SOUVENIR DE LA MOBILE (1870-1871)

    APRÈS 26 ans de souvenir, je m’en vais essayer d’écrire le récit de la campagne de la garde mobile d’Eure-et-Loir, en 1870-71, à laquelle ont pris part les trois frères Benoist. Forcément, leur vie à cette époque fut celle de tous leurs camarades de la compagnie, à qui j’adresse en même temps le meilleur souvenir de fraternelle amitié. C’est à mes petits-enfants et arrière-neveux que je dédie ces pages, sans avoir la prétention d’écrire l’histoire au point de vue militaire, ce sera plutôt l’histoire de la vie des camps à cette époque. J’espère graver dans leurs cœurs les sentiments qui m’inspirent aujourd’hui en écrivant ce récit avec les enseignements qu’il comporte. Je regrette de n’avoir apporté à cette campagne aucun carnet rappelant exactement toutes les journées passées, toutes les dates de certains faits qui nous ont cependant frappé. Ce n’est que par le souvenir que je vais essayer de rappeler toutes les espérances, comme toutes les douleurs, par lesquelles nous avons passé(4).

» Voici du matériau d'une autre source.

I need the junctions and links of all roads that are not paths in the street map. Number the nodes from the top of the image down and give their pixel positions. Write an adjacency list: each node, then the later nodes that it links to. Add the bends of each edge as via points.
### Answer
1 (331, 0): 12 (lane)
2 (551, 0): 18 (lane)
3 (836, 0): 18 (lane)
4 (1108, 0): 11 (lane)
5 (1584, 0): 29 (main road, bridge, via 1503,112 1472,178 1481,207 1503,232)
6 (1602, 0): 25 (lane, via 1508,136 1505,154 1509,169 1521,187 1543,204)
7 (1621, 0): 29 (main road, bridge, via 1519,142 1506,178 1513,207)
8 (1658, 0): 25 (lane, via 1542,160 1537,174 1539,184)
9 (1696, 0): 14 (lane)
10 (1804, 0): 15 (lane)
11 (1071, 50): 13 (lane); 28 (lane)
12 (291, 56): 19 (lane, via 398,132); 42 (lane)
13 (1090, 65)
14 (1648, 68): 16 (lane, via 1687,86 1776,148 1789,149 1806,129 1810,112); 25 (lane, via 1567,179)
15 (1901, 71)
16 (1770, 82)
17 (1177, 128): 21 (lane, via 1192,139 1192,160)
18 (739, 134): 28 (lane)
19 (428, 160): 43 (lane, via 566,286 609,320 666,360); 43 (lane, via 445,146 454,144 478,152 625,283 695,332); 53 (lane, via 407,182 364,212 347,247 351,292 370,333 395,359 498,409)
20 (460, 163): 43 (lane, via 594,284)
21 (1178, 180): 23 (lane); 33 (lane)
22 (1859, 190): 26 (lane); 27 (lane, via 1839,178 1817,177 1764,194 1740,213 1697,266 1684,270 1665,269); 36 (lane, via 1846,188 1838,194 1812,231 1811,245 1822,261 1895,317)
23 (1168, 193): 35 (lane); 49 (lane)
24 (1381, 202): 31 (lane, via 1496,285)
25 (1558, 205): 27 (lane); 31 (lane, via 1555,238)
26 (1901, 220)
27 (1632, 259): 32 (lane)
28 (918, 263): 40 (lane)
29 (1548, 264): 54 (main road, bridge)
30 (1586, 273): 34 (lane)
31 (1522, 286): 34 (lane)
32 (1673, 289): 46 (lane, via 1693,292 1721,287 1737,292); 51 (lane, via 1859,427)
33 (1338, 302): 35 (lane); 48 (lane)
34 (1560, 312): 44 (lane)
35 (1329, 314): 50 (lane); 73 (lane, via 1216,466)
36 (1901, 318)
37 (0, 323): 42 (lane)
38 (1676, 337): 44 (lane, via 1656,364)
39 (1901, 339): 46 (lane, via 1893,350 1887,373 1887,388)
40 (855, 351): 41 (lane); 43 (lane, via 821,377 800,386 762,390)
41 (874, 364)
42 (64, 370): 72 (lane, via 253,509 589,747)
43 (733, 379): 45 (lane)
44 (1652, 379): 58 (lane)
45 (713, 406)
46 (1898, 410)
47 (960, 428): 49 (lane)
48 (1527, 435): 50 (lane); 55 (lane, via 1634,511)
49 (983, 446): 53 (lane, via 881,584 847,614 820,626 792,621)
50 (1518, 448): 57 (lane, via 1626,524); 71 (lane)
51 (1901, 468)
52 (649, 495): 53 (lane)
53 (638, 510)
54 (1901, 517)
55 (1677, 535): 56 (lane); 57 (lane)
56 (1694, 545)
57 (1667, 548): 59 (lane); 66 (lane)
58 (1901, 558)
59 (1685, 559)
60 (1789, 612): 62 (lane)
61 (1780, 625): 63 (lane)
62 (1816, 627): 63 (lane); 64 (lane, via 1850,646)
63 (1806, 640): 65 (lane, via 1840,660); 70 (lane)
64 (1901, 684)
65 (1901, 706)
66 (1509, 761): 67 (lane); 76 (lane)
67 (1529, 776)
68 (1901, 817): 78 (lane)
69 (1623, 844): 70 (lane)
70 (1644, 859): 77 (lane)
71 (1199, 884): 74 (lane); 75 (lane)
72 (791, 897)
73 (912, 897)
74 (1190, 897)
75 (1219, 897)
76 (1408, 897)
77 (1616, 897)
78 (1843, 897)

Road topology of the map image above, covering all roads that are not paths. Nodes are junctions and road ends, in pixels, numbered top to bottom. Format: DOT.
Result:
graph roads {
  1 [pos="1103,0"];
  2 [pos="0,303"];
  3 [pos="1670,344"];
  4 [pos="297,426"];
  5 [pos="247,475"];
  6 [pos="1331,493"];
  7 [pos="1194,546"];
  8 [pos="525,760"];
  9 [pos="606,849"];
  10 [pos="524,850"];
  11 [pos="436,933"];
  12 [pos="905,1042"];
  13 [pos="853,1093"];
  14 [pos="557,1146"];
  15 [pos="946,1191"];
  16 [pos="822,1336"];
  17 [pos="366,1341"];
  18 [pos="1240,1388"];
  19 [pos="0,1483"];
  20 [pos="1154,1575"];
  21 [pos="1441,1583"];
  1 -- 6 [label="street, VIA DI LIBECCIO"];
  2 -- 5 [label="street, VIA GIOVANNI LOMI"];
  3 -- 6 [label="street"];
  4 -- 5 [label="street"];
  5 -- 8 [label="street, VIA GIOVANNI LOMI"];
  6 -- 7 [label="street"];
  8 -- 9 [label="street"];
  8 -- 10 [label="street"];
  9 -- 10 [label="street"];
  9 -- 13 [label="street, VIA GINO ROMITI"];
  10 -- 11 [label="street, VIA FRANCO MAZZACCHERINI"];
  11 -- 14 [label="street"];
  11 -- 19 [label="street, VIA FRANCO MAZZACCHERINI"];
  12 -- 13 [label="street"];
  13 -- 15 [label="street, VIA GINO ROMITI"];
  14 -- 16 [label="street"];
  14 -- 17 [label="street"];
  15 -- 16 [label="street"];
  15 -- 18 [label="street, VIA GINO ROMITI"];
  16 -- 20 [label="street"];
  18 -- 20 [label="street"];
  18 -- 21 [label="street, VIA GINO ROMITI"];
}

Gas le 2 février 1897, Ovide Benoist

Institution de la garde nationale mobile

    En 1868, l’Empire aux abois, constatant la marche progressive de l’opposition républicaine à son gouvernement conquis par le crime du 2 décembre 1851(5), et qui n’espérait plus soutenir la monarchie menacée que par le résultat d’heureuses campagnes militaires (après l’insuccès de la campagne mexicaine), jugea que les armes ne lui seraient pas toujours favorables et qu’avec l’armée du septennat, dont la plus grande partie des conscrits de chaque année ne contribuaient qu’à remplir la caisse impériale par le rachat de 2 500 F(6) au lieu de maintenir l’effectif de l’armée française, fit voter par la chambre des députés toute à son service grâce à la pression sur les électeurs de la candidature officielle une loi établissant la garde nationale mobile. Tous les Français seraient soldats sédentaires pendant huit années, et susceptibles d’être appelés en périodes d’exercices ou de campagne par simple décret ministériel. Cette garde mobile serait composée de tous les jeunes gens ayant obtenu un bon numéro au tirage au sort ou exonérés par le rachat, ou dispensés comme fils de veuves, aînés d’orphelins et autres cas. Mais ce n’est qu’à la suite de la déclaration de guerre contre le roi de Prusse en juillet 1870 qu’elle fut convoquée pour la première fois. Et encore, ce n’est qu’après les premiers revers, le 20 août, que nous fûmes appelés à la rejoindre à Chartres.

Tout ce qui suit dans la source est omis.